Brief: Pick each line that has "lane" out of the records.

Excerpted data:
┄┄┄┄┄┄┄┄┄┄
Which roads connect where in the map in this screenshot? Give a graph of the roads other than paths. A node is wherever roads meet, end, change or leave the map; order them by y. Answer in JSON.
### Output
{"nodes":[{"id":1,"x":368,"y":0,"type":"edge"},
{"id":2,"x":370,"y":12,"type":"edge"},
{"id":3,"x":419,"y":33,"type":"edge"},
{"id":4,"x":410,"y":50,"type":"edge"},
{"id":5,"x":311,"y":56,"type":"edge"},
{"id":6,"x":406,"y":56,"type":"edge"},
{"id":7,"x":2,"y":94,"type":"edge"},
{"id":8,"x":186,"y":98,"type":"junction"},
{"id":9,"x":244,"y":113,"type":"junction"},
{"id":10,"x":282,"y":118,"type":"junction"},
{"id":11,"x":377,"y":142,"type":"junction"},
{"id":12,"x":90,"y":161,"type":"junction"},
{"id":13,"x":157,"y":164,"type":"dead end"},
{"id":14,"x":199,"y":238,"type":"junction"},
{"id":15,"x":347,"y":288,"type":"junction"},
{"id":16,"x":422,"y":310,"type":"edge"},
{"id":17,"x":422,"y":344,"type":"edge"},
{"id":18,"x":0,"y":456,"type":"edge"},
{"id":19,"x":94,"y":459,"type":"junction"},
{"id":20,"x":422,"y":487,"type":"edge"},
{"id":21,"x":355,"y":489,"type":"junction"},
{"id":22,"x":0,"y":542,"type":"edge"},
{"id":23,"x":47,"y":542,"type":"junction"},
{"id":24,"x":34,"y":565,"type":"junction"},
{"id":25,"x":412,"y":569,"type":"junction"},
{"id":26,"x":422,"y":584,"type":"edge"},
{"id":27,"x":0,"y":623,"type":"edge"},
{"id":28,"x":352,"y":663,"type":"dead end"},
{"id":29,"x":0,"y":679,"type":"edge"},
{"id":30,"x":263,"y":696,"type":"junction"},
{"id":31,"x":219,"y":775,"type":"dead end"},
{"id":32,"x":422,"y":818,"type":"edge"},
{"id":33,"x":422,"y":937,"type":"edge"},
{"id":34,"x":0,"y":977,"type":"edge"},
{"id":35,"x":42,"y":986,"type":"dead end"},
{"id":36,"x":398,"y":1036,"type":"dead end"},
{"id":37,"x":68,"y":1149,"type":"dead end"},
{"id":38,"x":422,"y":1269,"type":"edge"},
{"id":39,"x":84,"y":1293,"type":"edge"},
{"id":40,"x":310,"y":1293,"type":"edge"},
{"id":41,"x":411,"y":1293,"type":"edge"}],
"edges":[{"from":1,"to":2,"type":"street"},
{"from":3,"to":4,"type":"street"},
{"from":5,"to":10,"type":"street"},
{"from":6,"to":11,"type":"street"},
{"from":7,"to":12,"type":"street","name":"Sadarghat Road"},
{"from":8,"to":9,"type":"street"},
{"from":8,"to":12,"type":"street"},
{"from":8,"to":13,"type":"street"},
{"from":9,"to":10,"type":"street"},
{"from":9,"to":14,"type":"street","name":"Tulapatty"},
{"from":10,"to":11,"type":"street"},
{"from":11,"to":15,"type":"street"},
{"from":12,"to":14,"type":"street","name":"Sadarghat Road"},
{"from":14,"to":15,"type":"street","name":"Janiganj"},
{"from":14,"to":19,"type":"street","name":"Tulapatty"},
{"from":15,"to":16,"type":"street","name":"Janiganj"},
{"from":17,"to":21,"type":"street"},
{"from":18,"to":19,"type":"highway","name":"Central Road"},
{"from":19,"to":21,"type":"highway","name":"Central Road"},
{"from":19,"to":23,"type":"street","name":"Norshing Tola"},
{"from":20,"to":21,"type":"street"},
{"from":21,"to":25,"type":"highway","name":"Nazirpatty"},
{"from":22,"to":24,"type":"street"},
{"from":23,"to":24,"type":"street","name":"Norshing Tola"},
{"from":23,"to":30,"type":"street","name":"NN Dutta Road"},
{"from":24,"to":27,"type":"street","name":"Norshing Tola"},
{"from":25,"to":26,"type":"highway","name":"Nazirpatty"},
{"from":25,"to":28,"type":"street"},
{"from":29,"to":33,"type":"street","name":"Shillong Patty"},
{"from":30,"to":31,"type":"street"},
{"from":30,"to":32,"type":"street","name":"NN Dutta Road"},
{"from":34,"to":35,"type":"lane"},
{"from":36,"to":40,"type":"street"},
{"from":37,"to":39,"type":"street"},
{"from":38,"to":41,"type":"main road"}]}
┄┄┄┄┄┄┄┄┄┄
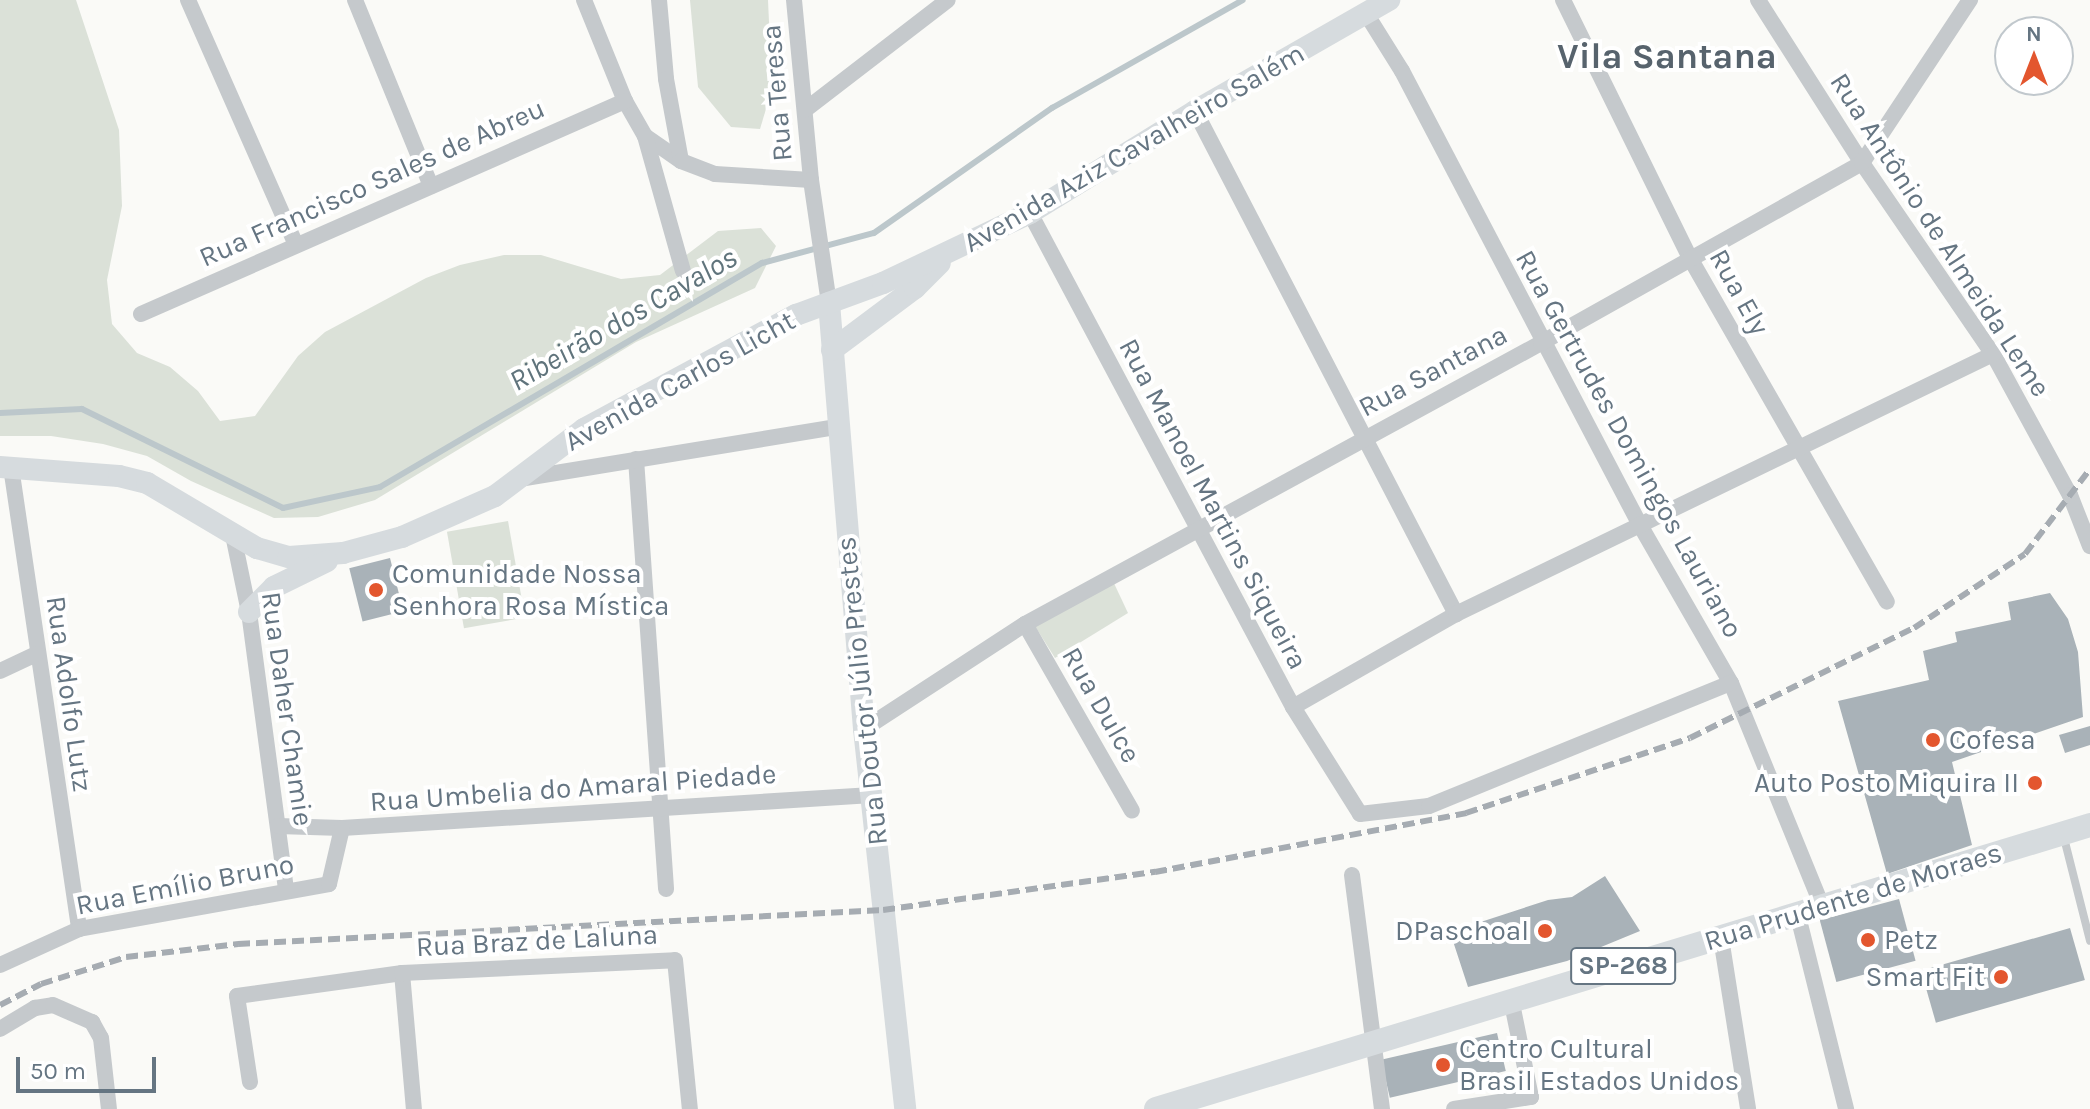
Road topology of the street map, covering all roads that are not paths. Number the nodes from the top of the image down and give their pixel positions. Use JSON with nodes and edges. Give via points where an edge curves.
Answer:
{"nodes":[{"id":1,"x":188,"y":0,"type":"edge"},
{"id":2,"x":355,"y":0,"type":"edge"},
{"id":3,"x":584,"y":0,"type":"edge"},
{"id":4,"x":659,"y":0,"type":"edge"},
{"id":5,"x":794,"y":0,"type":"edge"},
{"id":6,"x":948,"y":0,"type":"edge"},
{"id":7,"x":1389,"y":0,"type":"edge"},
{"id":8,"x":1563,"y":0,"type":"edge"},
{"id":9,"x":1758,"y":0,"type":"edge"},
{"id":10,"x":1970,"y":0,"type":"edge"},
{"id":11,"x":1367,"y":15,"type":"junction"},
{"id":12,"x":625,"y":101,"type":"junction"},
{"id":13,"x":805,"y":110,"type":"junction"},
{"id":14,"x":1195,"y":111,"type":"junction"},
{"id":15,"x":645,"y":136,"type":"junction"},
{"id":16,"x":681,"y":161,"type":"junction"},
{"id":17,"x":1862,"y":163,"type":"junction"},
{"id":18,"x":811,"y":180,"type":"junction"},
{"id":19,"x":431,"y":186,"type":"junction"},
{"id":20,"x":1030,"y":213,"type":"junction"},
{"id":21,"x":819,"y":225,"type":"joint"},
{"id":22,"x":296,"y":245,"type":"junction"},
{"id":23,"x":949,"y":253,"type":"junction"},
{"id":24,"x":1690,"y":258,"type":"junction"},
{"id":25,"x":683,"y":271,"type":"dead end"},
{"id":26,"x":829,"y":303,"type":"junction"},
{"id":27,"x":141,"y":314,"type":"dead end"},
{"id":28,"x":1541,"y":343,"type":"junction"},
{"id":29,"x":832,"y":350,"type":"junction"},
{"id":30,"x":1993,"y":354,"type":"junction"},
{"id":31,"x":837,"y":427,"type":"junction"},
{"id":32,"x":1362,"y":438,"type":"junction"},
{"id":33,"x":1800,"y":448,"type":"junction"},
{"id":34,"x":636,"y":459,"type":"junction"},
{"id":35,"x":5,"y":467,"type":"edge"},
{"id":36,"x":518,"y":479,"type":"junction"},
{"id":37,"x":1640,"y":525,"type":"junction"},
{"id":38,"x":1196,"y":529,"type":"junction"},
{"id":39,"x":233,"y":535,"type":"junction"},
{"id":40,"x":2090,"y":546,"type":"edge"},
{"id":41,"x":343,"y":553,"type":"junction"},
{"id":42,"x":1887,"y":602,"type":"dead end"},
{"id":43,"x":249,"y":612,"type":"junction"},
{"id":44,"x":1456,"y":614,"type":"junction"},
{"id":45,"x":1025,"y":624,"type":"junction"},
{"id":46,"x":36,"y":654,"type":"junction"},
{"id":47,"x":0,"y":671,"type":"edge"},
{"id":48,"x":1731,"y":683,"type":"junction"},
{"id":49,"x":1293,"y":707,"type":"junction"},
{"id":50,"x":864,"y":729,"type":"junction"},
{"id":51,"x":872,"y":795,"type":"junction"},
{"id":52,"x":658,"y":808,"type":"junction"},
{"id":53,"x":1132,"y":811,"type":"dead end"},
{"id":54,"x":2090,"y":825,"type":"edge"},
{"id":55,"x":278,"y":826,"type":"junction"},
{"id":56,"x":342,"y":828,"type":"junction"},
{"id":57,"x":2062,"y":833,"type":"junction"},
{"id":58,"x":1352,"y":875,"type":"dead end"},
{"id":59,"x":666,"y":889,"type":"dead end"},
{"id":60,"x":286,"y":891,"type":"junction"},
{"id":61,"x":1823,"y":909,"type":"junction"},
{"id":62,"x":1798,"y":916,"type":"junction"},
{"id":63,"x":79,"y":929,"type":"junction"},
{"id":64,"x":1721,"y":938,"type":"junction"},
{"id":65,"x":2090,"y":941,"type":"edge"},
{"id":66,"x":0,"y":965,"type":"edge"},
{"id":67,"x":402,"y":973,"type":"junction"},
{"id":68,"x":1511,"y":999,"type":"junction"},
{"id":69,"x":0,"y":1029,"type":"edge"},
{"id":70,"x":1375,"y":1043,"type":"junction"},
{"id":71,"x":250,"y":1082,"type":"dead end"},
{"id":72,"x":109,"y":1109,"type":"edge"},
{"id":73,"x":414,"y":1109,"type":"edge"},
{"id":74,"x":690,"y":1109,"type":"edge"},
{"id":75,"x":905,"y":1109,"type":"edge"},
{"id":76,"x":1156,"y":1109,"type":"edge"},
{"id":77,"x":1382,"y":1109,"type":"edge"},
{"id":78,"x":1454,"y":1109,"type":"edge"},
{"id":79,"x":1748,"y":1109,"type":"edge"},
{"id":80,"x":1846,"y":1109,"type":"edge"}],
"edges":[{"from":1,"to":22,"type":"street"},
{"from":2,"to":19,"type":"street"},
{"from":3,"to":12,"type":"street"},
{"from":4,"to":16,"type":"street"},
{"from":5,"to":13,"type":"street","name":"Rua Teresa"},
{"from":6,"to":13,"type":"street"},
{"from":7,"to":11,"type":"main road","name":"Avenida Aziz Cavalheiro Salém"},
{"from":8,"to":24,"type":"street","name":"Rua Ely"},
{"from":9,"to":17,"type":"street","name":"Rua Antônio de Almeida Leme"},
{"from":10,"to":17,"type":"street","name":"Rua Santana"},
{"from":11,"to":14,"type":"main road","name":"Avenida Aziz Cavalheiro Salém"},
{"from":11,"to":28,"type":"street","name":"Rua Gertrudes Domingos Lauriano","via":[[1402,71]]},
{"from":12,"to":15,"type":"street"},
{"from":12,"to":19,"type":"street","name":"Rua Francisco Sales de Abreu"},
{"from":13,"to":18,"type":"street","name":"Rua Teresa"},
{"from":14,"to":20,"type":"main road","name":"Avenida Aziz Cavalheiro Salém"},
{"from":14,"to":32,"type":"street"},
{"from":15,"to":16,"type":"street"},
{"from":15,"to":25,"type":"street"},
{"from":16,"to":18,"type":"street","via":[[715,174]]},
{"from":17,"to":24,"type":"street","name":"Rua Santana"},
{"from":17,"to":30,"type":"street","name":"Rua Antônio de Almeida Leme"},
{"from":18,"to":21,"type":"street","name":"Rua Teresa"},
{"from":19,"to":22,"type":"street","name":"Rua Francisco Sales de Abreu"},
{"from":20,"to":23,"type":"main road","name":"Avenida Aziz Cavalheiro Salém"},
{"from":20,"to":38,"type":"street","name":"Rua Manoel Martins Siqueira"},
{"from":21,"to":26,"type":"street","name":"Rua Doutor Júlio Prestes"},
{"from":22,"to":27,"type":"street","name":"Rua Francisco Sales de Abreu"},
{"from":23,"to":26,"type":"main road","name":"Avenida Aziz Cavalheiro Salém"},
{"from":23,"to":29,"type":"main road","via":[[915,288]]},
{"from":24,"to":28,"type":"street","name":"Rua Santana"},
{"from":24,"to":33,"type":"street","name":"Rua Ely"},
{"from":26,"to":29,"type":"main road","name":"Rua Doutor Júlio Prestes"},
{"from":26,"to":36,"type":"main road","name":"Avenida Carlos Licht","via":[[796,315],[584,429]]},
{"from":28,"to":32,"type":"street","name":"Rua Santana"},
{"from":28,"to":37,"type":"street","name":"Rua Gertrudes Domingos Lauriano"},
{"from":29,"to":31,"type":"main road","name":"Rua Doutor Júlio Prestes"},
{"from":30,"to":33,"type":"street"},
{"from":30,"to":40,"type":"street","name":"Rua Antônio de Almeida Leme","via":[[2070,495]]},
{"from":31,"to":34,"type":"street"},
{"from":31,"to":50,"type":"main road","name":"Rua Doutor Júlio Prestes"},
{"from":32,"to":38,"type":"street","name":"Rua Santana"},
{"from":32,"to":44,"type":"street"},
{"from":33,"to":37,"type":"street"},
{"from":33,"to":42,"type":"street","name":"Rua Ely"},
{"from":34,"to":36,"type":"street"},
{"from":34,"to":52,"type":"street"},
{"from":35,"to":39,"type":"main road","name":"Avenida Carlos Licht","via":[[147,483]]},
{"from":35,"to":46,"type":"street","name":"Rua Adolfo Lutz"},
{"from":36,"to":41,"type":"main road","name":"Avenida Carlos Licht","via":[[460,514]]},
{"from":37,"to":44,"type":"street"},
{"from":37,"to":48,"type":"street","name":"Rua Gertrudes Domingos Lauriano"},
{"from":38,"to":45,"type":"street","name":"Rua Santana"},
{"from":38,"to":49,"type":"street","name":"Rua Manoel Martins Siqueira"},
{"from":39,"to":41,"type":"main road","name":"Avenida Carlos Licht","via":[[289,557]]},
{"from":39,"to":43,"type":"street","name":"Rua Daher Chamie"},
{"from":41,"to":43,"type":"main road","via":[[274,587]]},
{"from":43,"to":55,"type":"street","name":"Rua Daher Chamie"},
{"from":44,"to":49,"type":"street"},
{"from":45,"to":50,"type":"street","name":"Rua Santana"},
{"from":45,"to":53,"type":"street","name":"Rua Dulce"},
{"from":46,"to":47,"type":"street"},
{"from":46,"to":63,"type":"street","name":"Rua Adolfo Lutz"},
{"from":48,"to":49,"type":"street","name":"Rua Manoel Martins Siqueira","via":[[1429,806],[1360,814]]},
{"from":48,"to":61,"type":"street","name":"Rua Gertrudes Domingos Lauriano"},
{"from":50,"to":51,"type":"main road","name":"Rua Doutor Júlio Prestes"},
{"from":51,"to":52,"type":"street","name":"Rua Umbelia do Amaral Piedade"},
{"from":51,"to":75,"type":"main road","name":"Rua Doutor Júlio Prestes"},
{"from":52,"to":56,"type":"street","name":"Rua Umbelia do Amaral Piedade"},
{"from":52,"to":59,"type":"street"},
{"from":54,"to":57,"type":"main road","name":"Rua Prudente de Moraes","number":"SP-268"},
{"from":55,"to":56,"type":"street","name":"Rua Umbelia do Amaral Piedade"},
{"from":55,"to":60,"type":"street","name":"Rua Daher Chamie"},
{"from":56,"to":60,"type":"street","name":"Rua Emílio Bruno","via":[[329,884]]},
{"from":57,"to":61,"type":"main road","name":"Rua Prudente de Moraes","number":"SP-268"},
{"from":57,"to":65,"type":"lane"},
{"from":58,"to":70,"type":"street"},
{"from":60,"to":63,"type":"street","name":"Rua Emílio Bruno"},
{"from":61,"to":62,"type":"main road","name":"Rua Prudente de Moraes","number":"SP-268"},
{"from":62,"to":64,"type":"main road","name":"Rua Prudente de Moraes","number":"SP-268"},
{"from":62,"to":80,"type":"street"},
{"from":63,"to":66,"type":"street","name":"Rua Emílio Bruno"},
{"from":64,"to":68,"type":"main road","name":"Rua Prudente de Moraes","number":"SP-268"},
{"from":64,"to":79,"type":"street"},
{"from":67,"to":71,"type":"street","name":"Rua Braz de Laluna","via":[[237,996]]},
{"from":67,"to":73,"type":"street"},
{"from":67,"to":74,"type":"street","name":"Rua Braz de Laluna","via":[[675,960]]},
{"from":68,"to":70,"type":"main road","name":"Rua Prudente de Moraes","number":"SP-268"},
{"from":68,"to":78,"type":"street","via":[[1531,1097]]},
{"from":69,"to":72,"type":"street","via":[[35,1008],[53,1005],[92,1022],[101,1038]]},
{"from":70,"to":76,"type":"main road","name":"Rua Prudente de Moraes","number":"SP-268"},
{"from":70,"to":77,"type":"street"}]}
┄┄┄┄┄┄┄┄┄┄
Solution to the exercise:
{"from":34,"to":35,"type":"lane"},
{"from":57,"to":65,"type":"lane"},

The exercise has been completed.